[[ DATA FOR THE TASK open ]]

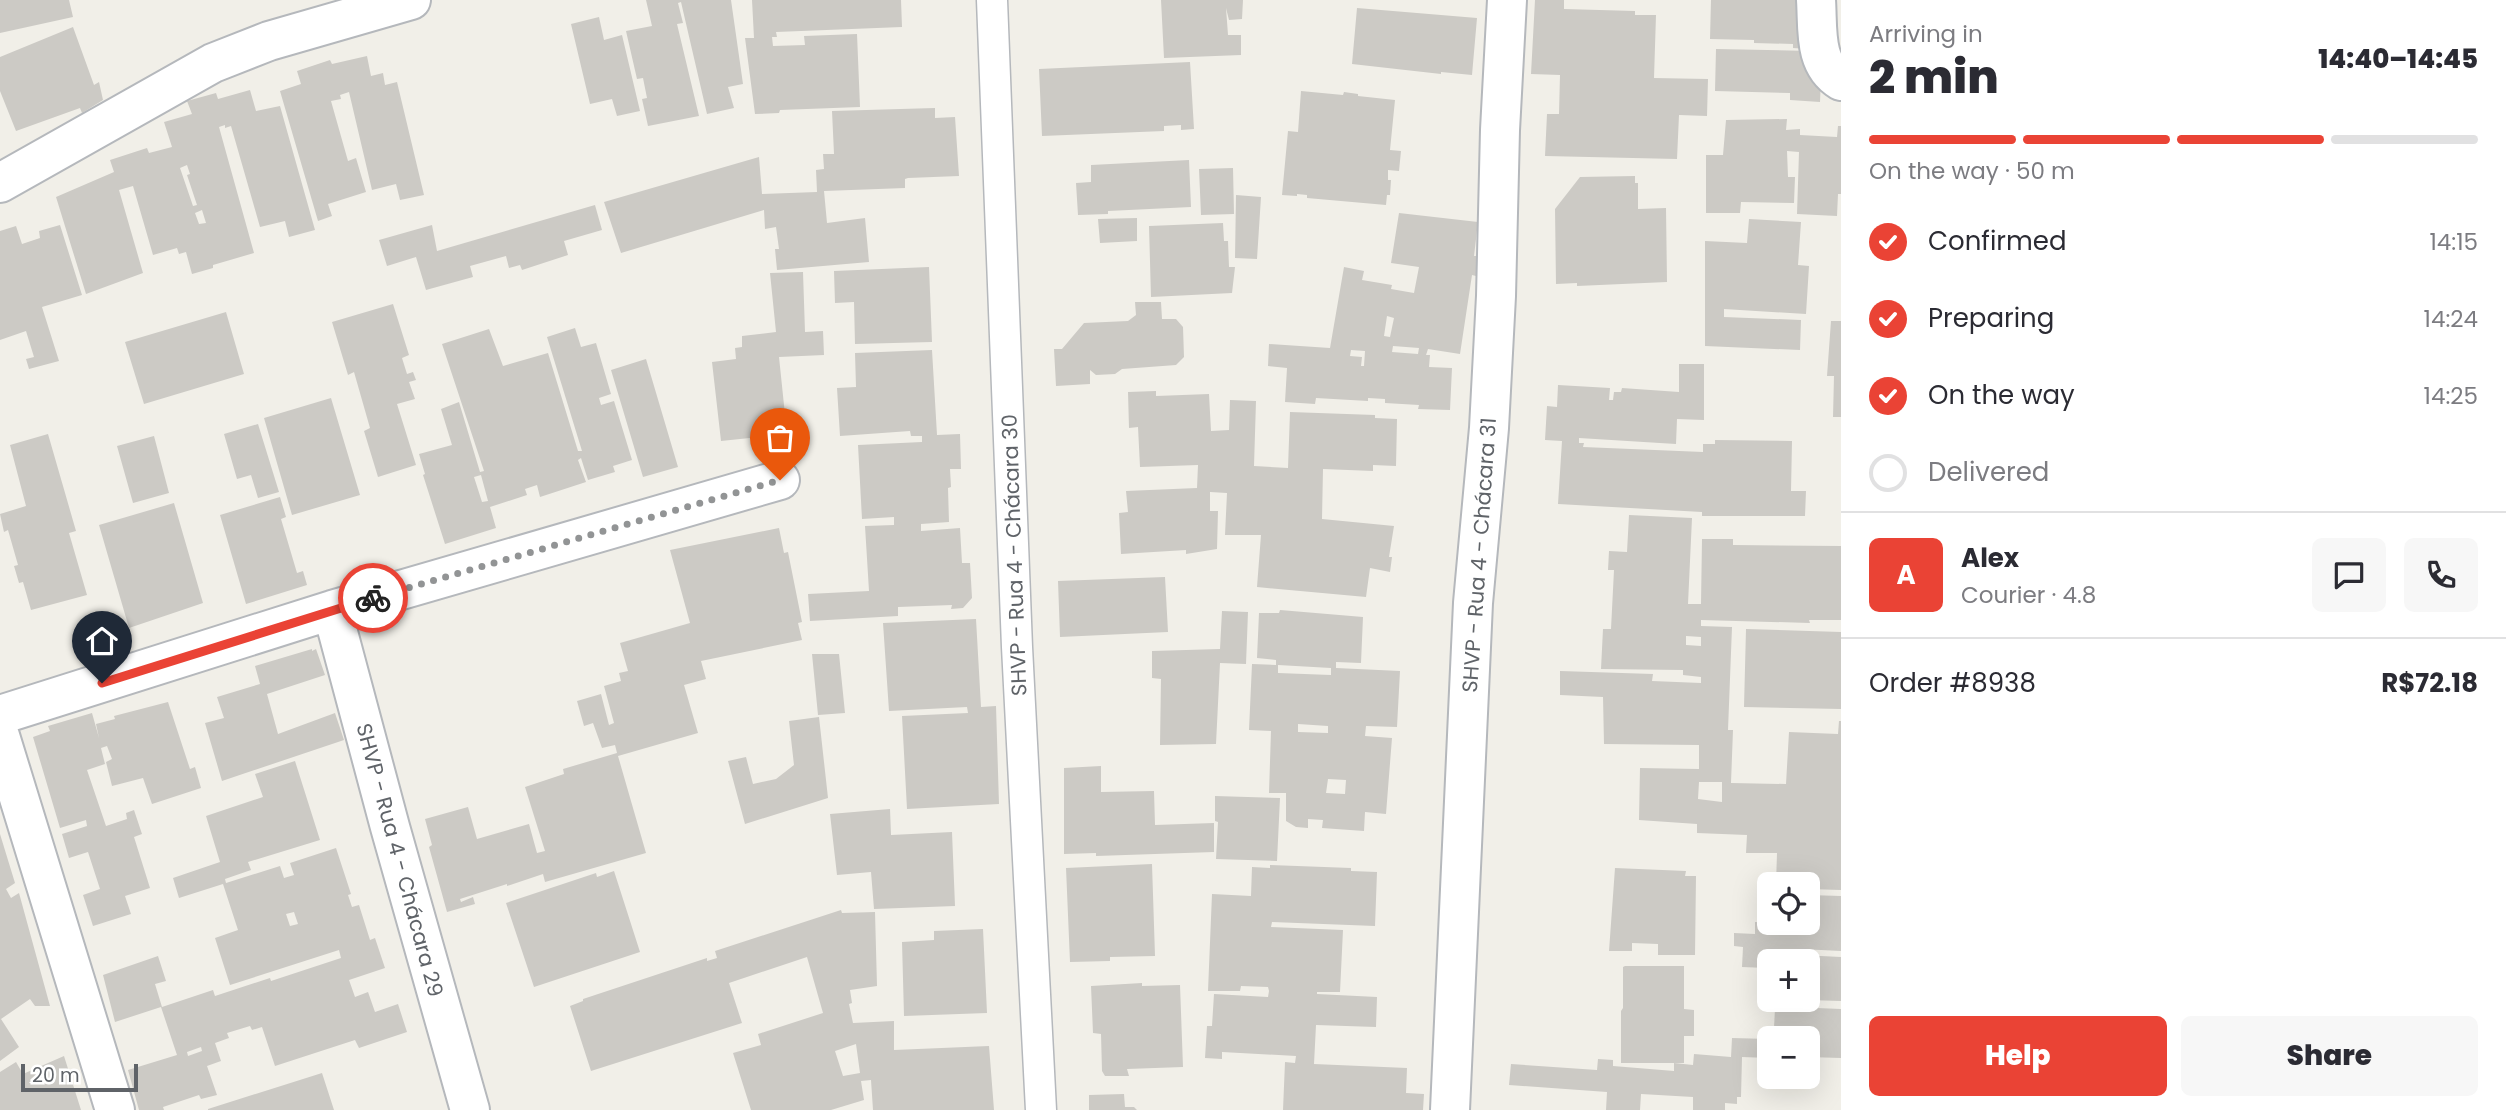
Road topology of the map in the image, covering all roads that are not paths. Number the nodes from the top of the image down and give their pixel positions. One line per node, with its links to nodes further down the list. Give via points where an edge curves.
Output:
1 (411, 0): 6 (street, via 269,41 213,63)
2 (992, 0): 13 (street, SHVP - Rua 4 - Chácara 30, via 1017,647)
3 (1507, 0): 14 (street, SHVP - Rua 4 - Chácara 31, via 1496,296 1474,603)
4 (1816, 0): 5 (street, via 1820,57)
5 (1841, 81)
6 (0, 183)
7 (780, 480): 8 (street)
8 (332, 610): 9 (street); 12 (street, SHVP - Rua 4 - Chácara 29)
9 (0, 715)
10 (0, 736): 11 (street)
11 (115, 1110)
12 (470, 1110)
13 (1041, 1110)
14 (1450, 1110)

[[ DATA FOR THE TASK closed ]]

▶ _WHAT TO DO_:
Your copy must reproduce the entries above in full, without their pictures.

▶ _EXERCISE SOLUTION_:
Road topology of the map in the image, covering all roads that are not paths. Number the nodes from the top of the image down and give their pixel positions. One line per node, with its links to nodes further down the list. Give via points where an edge curves.
Output:
1 (411, 0): 6 (street, via 269,41 213,63)
2 (992, 0): 13 (street, SHVP - Rua 4 - Chácara 30, via 1017,647)
3 (1507, 0): 14 (street, SHVP - Rua 4 - Chácara 31, via 1496,296 1474,603)
4 (1816, 0): 5 (street, via 1820,57)
5 (1841, 81)
6 (0, 183)
7 (780, 480): 8 (street)
8 (332, 610): 9 (street); 12 (street, SHVP - Rua 4 - Chácara 29)
9 (0, 715)
10 (0, 736): 11 (street)
11 (115, 1110)
12 (470, 1110)
13 (1041, 1110)
14 (1450, 1110)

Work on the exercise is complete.